Recent studies have partially clarified the terminal history of Lake Minong, the last glacial lake to occupy the Superior basin. Mapping of a well-defined shoreline and optical dating of adjacent sand dunes show that Lake Minong stood at ~220 m just prior to its rapid drop ~9.5-9.0 ka. Sediment cores from Fenton Lake, Ontario, document a ≥ 12 m transgression of Minong that led to the lake's breaching. An earlier, more obscure, ~18 m transgression of Minong is suggested by work west of Marathon, Ontario. If the rim that confined Minong along its SE periphery ("Nadoway Barrier") was not breached prior to ~9.5-9.0 ka, by what path might meltwater have escaped the Superior Basin during the earlier transgression?

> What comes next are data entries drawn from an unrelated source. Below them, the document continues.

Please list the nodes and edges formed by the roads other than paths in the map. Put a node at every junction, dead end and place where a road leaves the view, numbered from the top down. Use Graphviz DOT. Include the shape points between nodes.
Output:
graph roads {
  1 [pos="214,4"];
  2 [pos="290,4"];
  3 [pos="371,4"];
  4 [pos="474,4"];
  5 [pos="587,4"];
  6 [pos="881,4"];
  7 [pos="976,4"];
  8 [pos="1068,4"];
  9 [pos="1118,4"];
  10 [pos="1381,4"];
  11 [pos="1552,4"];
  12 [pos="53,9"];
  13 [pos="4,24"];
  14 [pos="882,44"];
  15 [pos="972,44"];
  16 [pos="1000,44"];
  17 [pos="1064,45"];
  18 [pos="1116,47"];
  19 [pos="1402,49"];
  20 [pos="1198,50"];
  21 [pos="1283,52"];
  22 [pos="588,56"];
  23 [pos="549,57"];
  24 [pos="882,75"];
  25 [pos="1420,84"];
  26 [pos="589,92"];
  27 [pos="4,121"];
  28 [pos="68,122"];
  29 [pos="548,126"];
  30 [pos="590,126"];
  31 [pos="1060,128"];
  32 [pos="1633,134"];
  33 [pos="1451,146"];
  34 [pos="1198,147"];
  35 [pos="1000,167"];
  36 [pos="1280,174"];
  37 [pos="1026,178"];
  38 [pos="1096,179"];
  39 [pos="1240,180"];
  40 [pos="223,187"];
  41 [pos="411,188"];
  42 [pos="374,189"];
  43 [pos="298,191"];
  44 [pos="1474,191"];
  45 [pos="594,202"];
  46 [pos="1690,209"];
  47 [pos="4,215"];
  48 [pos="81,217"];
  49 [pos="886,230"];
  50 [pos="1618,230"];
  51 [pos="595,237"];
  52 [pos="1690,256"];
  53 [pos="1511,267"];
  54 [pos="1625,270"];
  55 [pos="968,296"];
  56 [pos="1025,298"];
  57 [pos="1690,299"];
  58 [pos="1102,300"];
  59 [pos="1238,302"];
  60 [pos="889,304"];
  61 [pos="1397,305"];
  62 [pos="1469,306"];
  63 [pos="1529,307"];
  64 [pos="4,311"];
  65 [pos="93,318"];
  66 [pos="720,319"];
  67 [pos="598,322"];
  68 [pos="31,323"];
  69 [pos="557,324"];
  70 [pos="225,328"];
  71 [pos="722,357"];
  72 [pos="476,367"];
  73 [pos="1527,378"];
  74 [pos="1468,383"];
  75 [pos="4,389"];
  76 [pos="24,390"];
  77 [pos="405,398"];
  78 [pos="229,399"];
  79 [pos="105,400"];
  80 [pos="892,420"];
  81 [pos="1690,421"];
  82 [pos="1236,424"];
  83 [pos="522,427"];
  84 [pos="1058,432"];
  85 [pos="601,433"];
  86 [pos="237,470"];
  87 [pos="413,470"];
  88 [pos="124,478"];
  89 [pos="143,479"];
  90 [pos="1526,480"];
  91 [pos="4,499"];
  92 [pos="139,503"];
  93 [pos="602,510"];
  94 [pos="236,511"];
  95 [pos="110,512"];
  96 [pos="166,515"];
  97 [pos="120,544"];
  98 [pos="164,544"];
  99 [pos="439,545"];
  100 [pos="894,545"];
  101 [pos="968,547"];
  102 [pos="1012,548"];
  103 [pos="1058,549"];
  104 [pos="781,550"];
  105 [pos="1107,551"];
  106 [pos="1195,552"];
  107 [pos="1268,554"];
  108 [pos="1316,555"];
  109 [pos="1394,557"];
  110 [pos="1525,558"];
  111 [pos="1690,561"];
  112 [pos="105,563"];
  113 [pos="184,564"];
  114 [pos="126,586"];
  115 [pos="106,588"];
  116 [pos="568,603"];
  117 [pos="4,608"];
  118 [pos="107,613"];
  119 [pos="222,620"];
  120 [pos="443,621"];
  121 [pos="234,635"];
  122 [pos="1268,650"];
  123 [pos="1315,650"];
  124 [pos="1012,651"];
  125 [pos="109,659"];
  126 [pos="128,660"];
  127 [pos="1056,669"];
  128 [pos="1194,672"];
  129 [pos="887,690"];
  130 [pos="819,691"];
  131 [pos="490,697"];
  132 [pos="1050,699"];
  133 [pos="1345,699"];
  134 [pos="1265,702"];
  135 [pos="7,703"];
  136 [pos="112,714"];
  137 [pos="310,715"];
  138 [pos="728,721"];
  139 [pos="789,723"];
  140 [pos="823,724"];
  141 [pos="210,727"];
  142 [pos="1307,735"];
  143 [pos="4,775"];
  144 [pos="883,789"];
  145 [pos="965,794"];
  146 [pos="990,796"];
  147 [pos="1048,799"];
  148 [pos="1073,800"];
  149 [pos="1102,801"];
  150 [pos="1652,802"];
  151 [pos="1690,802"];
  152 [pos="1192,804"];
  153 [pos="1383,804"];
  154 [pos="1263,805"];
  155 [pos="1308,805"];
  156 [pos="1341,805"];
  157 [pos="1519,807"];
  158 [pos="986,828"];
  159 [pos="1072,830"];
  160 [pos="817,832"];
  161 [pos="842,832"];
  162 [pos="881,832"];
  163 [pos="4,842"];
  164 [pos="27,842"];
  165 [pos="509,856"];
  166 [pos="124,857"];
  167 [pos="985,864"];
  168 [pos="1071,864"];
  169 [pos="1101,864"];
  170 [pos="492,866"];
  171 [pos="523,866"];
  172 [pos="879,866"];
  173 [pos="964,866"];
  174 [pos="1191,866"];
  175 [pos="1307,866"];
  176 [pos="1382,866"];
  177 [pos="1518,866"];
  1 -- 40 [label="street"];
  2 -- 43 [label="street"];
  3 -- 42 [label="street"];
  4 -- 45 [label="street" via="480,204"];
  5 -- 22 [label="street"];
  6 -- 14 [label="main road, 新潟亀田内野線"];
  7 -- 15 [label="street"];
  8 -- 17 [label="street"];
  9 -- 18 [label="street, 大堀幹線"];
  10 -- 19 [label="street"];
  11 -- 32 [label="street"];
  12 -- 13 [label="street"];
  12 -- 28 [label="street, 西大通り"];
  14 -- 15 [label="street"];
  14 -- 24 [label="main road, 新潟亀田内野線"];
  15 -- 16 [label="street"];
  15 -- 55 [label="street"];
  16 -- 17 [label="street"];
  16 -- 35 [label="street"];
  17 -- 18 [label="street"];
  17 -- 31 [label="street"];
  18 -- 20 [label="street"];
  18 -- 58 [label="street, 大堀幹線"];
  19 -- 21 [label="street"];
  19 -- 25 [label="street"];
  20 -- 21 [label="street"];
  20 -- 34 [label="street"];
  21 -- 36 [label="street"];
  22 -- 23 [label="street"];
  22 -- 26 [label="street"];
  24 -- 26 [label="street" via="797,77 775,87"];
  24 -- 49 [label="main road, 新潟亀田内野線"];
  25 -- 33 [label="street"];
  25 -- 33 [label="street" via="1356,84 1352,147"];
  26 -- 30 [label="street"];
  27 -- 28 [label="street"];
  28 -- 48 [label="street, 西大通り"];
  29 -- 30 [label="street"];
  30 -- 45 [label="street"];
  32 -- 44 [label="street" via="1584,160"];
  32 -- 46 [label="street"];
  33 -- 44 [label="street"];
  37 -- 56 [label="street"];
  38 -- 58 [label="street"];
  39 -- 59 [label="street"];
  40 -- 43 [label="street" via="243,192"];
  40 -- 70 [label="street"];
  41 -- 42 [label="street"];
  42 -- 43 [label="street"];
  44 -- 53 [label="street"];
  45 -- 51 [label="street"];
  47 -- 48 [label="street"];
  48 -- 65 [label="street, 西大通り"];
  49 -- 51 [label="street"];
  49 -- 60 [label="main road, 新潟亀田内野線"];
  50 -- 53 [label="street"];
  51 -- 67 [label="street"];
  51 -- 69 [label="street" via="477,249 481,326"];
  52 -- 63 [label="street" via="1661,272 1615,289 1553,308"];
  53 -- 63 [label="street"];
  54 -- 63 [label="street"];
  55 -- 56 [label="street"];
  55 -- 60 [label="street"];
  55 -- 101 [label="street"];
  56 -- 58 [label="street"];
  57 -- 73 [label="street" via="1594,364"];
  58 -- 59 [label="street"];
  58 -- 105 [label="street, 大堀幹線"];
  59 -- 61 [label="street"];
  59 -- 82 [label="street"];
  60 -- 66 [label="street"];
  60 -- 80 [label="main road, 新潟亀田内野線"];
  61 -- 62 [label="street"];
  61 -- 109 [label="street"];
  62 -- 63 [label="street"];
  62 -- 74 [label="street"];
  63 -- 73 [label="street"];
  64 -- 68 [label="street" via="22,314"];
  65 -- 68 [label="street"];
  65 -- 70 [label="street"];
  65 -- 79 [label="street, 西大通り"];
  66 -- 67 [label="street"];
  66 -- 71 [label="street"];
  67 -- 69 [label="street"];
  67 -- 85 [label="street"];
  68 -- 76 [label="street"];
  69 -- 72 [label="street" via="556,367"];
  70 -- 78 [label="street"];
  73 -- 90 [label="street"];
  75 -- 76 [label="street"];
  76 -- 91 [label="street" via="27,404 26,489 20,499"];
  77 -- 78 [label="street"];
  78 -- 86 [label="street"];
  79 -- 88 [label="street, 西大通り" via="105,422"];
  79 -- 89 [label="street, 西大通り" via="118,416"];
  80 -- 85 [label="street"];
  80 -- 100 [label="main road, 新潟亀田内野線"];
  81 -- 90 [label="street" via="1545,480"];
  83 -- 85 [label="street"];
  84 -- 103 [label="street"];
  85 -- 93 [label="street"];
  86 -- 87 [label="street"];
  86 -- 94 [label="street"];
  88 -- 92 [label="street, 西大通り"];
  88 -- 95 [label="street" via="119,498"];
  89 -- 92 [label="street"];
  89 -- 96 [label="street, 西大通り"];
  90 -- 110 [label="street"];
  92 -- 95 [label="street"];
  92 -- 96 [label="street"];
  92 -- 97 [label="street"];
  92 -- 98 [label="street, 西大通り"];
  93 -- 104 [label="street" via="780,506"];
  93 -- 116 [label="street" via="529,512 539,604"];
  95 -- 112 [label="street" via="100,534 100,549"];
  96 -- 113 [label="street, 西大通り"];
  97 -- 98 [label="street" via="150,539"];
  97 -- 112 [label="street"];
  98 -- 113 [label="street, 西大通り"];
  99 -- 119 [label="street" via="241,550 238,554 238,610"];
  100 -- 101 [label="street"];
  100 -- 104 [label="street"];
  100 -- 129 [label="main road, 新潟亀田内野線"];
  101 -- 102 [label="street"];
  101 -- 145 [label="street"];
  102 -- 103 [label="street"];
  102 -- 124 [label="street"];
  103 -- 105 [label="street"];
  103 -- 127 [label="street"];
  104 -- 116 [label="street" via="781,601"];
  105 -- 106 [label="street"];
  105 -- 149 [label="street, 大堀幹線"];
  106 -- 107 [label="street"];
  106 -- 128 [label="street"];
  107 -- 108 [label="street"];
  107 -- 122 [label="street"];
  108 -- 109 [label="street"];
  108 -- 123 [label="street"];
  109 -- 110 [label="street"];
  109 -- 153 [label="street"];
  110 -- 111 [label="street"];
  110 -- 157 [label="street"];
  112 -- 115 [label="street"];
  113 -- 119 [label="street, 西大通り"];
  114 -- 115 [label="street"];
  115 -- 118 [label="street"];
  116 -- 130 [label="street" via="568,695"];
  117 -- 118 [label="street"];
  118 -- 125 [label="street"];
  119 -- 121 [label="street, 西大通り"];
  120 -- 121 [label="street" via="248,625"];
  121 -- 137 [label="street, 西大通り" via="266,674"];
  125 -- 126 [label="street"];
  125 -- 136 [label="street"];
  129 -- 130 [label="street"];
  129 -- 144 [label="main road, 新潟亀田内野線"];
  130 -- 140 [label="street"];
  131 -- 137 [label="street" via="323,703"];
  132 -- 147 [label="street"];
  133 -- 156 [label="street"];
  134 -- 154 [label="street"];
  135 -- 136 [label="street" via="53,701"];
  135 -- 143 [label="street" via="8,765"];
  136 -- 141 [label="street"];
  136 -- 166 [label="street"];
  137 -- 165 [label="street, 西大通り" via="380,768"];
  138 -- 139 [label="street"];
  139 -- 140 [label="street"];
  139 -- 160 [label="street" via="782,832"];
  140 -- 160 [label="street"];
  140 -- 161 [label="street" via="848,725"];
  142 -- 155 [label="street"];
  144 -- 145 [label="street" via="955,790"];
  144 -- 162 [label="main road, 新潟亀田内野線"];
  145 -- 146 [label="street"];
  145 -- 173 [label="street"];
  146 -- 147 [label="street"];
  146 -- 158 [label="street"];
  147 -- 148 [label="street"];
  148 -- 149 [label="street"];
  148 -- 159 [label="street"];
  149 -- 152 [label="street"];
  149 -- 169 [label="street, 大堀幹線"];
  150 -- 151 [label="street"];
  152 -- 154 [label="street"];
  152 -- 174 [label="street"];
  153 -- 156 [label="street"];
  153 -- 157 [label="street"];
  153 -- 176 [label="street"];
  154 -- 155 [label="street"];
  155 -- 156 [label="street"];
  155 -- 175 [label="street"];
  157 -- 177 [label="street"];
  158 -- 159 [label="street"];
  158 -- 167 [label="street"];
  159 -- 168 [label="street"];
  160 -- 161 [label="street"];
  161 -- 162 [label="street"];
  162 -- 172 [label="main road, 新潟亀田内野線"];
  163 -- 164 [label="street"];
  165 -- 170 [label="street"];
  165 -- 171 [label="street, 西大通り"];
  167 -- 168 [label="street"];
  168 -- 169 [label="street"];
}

We use a four kilometer GPR transect and 14C and optical dating near the interbasin drainage divide at Danaher, Michigan to test the hypothesis that an earlier transgression drove meltwater from Lake Minong across that divide to Lake Chippewa in the Lake Michigan Basin. GPR data suggest four radar facies which we interpret (in parentheses), lowest to highest: 1) reflection-free (Algonquin silts and clays); 2) semi-continuous to discontinuous reflections (sandy glaciofluvial sediments discharged from early Lake Minong, confined by Marquette ice); 3) semi-continuous to continuous, sub-horizontal to southward dipping reflections, truncated along their upper surface (Marquette age glacial fans built southward across Danaher ~11.4-11.2 ka and horizontally truncated at their upper surfaces); 4) a channel-like reflection with an asymmetrical fill pattern, set within unit 3 and extending across the southern 1.7 km of the transect (a channel cut by waning of interbasin discharge and filled by peripheral sloughing). Since alluvial fans (unit 3) apparently filled the valley to a depth of 10-15 m, an OSL age of 10.6 ka from their truncated upper surface is consistent with westerly interbasin meltwater flux across Danaher at that time. Given extant topography and a terminal shoreline at ~220 m, a rising Lake Minong ~9.5-9.0 ka must have reached a point just east of Danaher, drowning trees at Kaks Lake ~9.3 ka, but did not course to Lake Chippewa. Meltwater flux across Danaher ~10.6 ka may explain anomalous oxygen isotope data from the southern Lake Michigan Basin.